Grace had sat up a little straighter in her seat and soon gleaned it was neither of the women’s spouses but rather their niece Fidelma’s slimy-arsed (their words, not hers) other half, Gerard, who was in bother. He was suspected of carrying on with the young lass who worked at the Circle K petrol station where the couple always filled up. Apparently, Fidelma had grown suspicious when she’d noticed the length of time it took her husband to pay and how the petrol receipts never included the hotdog he always came back with.

‘You know, the real American-style ones with the long sausage in the bun, like,’ one of the women had supplied.

‘With the mustard and the sauce. I prefer a sausage in bread, me.’

‘With onions.’

‘Oh yes, with the onions. It’s the smell, like.’

‘You can’t beat the smell of frying onions.’

Her dad interrupted Grace’s story to agree with the sentiment.

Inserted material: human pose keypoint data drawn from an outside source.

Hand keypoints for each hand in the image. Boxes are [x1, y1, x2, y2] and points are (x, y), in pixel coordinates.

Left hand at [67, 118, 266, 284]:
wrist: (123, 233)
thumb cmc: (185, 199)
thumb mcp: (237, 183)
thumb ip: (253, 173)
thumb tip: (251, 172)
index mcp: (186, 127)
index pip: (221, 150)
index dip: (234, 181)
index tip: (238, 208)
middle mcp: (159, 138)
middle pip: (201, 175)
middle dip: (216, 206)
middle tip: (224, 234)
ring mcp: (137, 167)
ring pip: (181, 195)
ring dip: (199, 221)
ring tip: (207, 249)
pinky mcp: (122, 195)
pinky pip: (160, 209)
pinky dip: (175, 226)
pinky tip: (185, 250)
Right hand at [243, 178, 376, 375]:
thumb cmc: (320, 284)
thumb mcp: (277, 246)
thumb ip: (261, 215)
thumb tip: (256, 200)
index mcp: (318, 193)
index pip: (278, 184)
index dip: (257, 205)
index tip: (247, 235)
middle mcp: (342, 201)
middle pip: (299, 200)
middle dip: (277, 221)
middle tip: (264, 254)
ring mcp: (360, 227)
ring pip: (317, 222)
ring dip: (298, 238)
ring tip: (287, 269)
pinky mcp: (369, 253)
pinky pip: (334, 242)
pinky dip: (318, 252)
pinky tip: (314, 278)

‘I was tempted to agree with them, too.’

‘What did they say next, after they moved on from sausages and onion, like?’

‘And bread – don’t forget the bread.’

‘I thought it was a bun?’

‘It was both.’ Grace parroted the chatter that had come from the seat behind her.

‘But Fidelma said Gerard was always munching on one of the American hotdogs when he’d finally reappear, having taken forever to pay for the petrol, and she said he’d be whistling for the rest of the day.’

There’d been a tutting, and Grace had envisaged the two women shaking their heads.

‘The hotdogs won’t be doing him any favours. Did you notice he’s starting with the middle-aged spread?’

‘And him not thirty yet. He has the cholesterol problems, too. Fidelma says she’s after spending a fortune on fancy margarines. Mark my words, yer Circle K wan will soon catch on it’s no prize she’s after giving the free hotdogs too.’

There had been a lull in the conversation then, but it didn’t last long.

‘What was it he was after whistling?’

‘I don’t think he was whistling a tune, like. I think it was more a cock-of-the-walk whistle.’ Grace turned to her dad. ‘Do you know what a cock-of-the-walk whistle sounds like? I never heard a live demonstration, because their conversation moved on to anecdotes from their week in Tenerife.’ She laid her hand on her chest and, in a dramatic voice, said, ‘I’ve to live out the rest of my days never knowing whether Fidelma did confront the cheating arse she was married to and “shove one of those frankfurter sausages where the sun don’t shine”.’

Liam chortled. ‘From what you’re after telling me, I’d say your man Gerard had better watch out, or one of his wife’s aunts will do it for her!’

Grace laughed back, but her heart wasn’t in it. She knew she’d only delayed the inevitable.